Work task
Return, in their exact form, the lines that lie between the start of the data below and the line containing "ring pip: (822, 601)", with both ends included.

++++ Available data

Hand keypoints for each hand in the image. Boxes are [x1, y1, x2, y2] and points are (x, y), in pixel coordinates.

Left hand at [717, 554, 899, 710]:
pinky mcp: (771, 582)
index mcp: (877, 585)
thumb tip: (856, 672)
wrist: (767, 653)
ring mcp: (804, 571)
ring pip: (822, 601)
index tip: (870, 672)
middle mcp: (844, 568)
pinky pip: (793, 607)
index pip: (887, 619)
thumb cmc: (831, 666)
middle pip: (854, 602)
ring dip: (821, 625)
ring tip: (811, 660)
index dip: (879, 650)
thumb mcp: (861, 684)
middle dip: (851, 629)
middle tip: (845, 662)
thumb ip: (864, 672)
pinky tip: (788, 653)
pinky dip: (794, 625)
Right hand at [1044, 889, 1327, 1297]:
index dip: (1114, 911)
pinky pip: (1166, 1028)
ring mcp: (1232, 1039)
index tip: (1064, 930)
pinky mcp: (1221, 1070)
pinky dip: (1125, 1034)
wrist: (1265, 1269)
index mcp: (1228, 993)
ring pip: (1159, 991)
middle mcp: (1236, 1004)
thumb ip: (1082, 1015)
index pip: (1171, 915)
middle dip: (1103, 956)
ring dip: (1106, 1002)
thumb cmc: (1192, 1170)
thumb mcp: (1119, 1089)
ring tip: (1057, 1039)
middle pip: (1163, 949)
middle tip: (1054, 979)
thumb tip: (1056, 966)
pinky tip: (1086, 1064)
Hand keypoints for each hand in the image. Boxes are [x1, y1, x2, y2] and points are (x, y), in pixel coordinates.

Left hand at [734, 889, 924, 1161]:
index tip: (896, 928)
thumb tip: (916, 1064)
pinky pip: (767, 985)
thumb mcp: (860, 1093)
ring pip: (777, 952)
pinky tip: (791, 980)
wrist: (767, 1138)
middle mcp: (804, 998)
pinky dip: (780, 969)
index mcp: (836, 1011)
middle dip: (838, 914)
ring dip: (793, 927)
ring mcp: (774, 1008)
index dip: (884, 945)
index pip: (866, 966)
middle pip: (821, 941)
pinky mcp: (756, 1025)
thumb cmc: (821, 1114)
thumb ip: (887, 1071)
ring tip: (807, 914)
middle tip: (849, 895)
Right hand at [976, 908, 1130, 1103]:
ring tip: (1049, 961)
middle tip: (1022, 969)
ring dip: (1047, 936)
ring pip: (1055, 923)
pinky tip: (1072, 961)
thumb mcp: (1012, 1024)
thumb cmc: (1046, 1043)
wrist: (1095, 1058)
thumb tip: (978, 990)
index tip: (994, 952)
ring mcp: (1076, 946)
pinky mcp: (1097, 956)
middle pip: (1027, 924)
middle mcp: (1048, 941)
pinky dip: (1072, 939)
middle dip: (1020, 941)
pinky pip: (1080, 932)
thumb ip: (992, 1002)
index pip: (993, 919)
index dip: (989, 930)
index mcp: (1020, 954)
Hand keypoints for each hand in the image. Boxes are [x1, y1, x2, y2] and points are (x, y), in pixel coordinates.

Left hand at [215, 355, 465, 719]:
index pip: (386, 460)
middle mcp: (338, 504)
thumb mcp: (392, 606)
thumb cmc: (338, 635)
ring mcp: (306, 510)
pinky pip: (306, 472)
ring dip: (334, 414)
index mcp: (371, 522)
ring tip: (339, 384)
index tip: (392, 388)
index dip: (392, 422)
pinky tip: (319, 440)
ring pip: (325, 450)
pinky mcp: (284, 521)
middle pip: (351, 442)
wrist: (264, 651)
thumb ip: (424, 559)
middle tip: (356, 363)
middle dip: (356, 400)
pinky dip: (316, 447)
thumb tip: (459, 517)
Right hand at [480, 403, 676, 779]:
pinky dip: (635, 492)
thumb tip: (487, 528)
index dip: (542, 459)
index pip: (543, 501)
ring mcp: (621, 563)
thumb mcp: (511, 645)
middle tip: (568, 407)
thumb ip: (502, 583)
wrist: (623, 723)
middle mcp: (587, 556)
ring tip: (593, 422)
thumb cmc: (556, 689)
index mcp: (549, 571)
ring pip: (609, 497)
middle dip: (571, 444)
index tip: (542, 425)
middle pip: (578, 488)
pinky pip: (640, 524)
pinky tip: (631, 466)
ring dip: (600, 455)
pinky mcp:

++++++++

Output
Hand keypoints for each hand in the image. Boxes are [x1, y1, x2, y2] and points are (x, y), in pixel coordinates.

Left hand at [717, 554, 899, 710]:
pinky mcp: (771, 582)
index mcp: (877, 585)
thumb tip: (856, 672)
wrist: (767, 653)
ring mcp: (804, 571)
ring pip: (822, 601)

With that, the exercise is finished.